§ **YOUR GOAL**
Copy each entry below verbatim. Skip the pictures.

START RECORDS

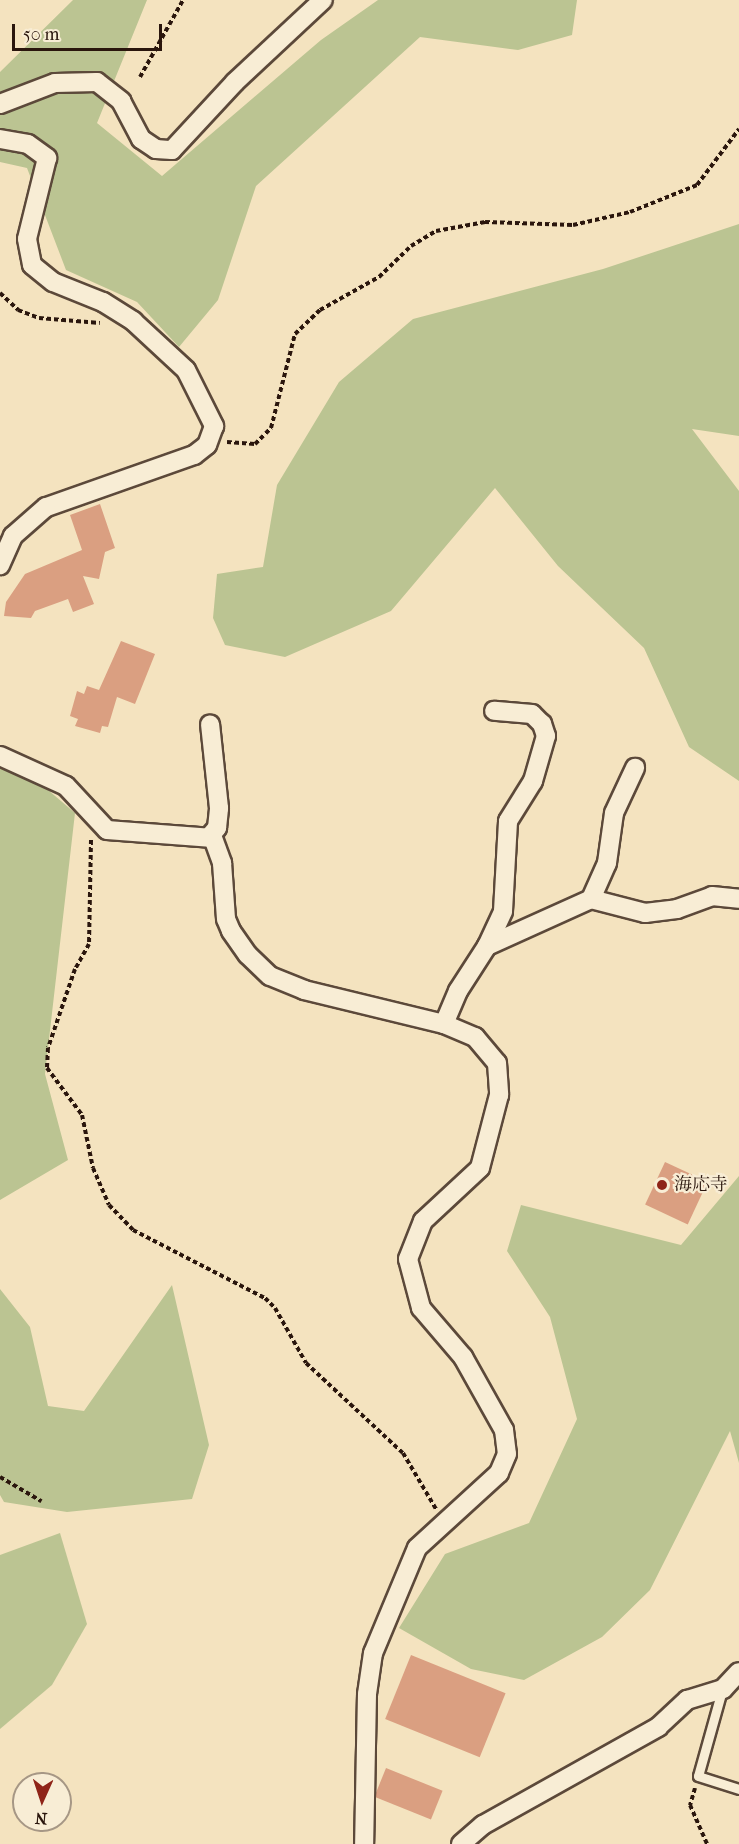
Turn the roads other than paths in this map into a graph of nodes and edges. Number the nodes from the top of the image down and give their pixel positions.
1 (323, 0) edge
2 (0, 104) edge
3 (0, 139) edge
4 (0, 565) edge
5 (494, 711) dead end
6 (210, 724) dead end
7 (0, 756) edge
8 (635, 768) dead end
9 (210, 836) junction
10 (591, 899) junction
11 (739, 899) edge
12 (487, 945) junction
13 (444, 1023) junction
14 (739, 1672) edge
15 (723, 1689) junction
16 (739, 1789) edge
17 (364, 1844) edge
18 (461, 1844) edge

1 - 2 street
3 - 4 street
5 - 12 street
6 - 9 street
7 - 9 street
8 - 10 street
9 - 13 street
10 - 11 street
10 - 12 street
12 - 13 street
13 - 17 street
14 - 15 street
15 - 16 lane
15 - 18 street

END RECORDS

§ **ANSWER FOR THE TASK**
Turn the roads other than paths in this map into a graph of nodes and edges. Number the nodes from the top of the image down and give their pixel positions.
1 (323, 0) edge
2 (0, 104) edge
3 (0, 139) edge
4 (0, 565) edge
5 (494, 711) dead end
6 (210, 724) dead end
7 (0, 756) edge
8 (635, 768) dead end
9 (210, 836) junction
10 (591, 899) junction
11 (739, 899) edge
12 (487, 945) junction
13 (444, 1023) junction
14 (739, 1672) edge
15 (723, 1689) junction
16 (739, 1789) edge
17 (364, 1844) edge
18 (461, 1844) edge

1 - 2 street
3 - 4 street
5 - 12 street
6 - 9 street
7 - 9 street
8 - 10 street
9 - 13 street
10 - 11 street
10 - 12 street
12 - 13 street
13 - 17 street
14 - 15 street
15 - 16 lane
15 - 18 street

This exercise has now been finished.